EXERCISE OBJECTIVE:
Find the lines of the listing that contain the string "junction", and return them.

DATASET RECORDS:
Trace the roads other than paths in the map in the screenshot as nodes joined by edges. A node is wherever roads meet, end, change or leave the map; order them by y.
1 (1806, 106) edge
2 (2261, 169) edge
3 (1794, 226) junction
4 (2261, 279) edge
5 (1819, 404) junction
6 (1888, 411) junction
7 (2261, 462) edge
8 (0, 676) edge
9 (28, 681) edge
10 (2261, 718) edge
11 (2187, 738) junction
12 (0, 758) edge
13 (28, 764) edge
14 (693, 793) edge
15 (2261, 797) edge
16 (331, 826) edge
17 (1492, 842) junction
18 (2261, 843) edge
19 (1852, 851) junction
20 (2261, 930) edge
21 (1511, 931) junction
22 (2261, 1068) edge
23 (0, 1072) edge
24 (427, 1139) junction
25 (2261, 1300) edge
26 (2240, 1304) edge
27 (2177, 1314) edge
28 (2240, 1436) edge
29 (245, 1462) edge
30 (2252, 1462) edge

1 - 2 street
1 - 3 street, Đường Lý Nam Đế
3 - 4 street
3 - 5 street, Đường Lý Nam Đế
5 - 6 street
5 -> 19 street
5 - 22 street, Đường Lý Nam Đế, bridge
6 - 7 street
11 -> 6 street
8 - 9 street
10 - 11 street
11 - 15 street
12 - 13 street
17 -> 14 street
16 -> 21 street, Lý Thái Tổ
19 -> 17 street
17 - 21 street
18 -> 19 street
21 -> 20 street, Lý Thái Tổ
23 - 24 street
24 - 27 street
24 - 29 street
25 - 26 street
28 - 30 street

EXPECTED ANSWER:
3 (1794, 226) junction
5 (1819, 404) junction
6 (1888, 411) junction
11 (2187, 738) junction
17 (1492, 842) junction
19 (1852, 851) junction
21 (1511, 931) junction
24 (427, 1139) junction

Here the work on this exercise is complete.